Action item: The lines to find are those in the entries that hold the word "Fresno"; copy every one of them.
/---
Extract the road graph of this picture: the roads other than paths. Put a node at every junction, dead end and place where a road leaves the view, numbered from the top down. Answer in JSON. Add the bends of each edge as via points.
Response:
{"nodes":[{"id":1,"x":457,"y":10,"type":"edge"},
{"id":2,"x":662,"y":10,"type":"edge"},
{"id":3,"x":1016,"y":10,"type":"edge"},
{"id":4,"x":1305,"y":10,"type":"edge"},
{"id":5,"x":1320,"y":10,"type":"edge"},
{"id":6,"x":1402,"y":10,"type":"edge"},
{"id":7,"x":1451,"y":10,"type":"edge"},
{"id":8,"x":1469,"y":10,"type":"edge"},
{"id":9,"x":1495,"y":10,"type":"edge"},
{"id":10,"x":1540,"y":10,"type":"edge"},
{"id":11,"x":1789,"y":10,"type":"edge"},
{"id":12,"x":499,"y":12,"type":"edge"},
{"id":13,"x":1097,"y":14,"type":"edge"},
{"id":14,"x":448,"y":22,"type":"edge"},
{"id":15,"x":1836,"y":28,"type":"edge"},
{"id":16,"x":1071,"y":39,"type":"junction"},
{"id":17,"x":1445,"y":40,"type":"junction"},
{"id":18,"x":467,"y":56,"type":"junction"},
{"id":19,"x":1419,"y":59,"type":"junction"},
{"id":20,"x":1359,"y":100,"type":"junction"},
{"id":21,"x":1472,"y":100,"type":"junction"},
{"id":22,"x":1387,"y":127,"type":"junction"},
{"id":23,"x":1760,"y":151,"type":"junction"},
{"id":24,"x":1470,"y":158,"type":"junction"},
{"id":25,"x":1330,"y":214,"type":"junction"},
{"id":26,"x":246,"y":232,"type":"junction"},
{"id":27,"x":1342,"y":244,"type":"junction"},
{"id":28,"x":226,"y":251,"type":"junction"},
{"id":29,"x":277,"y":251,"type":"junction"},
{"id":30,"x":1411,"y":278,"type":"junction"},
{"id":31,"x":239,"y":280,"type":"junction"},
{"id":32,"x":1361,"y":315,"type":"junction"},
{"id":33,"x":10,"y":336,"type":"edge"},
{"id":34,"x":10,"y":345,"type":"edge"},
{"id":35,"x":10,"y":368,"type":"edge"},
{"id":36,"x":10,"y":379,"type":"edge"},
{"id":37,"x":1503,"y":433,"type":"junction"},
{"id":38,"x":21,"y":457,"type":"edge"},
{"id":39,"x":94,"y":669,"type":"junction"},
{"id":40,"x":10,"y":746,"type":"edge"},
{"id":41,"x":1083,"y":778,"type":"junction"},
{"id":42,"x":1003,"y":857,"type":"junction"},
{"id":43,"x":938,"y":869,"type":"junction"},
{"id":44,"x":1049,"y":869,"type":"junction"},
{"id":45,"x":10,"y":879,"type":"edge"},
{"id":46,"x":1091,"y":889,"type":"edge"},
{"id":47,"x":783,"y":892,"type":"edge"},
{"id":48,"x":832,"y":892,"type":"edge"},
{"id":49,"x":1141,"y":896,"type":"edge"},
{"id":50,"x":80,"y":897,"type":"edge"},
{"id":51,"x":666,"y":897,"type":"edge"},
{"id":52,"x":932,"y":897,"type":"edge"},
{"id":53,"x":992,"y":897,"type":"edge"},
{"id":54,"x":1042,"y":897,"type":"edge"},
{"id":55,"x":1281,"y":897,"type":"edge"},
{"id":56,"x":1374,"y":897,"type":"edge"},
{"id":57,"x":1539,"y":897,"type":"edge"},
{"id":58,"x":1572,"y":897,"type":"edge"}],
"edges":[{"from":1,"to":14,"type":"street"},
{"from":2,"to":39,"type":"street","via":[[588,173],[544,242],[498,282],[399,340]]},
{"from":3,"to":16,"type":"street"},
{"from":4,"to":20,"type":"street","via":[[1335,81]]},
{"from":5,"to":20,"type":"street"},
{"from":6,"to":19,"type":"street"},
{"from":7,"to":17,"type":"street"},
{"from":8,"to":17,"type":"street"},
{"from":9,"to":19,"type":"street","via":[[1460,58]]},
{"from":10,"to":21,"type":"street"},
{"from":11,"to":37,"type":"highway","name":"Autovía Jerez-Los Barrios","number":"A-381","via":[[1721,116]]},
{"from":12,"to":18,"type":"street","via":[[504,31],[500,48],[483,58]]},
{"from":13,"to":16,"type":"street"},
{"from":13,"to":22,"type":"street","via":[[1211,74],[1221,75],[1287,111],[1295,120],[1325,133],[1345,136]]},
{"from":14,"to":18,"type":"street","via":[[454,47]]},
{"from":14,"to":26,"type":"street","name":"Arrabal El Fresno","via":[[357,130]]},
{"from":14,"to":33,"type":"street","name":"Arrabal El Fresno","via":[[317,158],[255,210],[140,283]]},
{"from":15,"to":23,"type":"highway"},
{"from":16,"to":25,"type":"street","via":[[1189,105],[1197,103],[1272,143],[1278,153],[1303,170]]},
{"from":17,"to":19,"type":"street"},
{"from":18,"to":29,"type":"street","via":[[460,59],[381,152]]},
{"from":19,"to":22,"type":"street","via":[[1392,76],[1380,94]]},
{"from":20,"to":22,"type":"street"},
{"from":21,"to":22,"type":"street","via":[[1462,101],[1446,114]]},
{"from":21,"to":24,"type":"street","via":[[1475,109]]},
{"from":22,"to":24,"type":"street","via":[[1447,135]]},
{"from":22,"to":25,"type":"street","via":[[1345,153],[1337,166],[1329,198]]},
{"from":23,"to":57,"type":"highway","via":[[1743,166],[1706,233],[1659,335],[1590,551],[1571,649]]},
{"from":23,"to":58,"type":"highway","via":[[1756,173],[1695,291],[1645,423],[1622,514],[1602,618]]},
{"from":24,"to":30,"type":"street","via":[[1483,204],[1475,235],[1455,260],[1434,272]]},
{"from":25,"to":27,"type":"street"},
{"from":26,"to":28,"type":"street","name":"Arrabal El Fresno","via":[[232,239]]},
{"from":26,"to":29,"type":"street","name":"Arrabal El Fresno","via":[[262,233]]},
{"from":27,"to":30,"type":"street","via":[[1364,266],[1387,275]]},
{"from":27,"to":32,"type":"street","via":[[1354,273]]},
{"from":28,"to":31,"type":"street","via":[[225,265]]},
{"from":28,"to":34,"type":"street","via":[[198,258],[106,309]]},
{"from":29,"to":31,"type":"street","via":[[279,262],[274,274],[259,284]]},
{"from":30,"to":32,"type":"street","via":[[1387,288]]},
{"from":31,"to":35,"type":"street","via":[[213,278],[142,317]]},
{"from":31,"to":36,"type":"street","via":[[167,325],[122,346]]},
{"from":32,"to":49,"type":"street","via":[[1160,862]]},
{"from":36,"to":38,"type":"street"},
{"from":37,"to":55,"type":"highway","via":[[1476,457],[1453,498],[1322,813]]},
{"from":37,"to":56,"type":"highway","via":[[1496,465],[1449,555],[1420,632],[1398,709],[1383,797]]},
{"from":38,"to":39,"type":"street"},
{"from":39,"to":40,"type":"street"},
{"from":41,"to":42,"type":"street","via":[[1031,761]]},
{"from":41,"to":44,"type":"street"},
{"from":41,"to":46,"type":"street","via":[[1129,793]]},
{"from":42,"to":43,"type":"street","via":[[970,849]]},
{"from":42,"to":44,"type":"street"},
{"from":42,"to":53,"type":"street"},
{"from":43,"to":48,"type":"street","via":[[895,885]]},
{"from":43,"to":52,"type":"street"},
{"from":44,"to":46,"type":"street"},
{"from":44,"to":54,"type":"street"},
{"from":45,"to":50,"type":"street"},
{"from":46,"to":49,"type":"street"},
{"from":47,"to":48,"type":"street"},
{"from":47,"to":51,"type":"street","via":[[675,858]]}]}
\---
Reply to the exercise:
{"from":14,"to":26,"type":"street","name":"Arrabal El Fresno","via":[[357,130]]},
{"from":14,"to":33,"type":"street","name":"Arrabal El Fresno","via":[[317,158],[255,210],[140,283]]},
{"from":26,"to":28,"type":"street","name":"Arrabal El Fresno","via":[[232,239]]},
{"from":26,"to":29,"type":"street","name":"Arrabal El Fresno","via":[[262,233]]},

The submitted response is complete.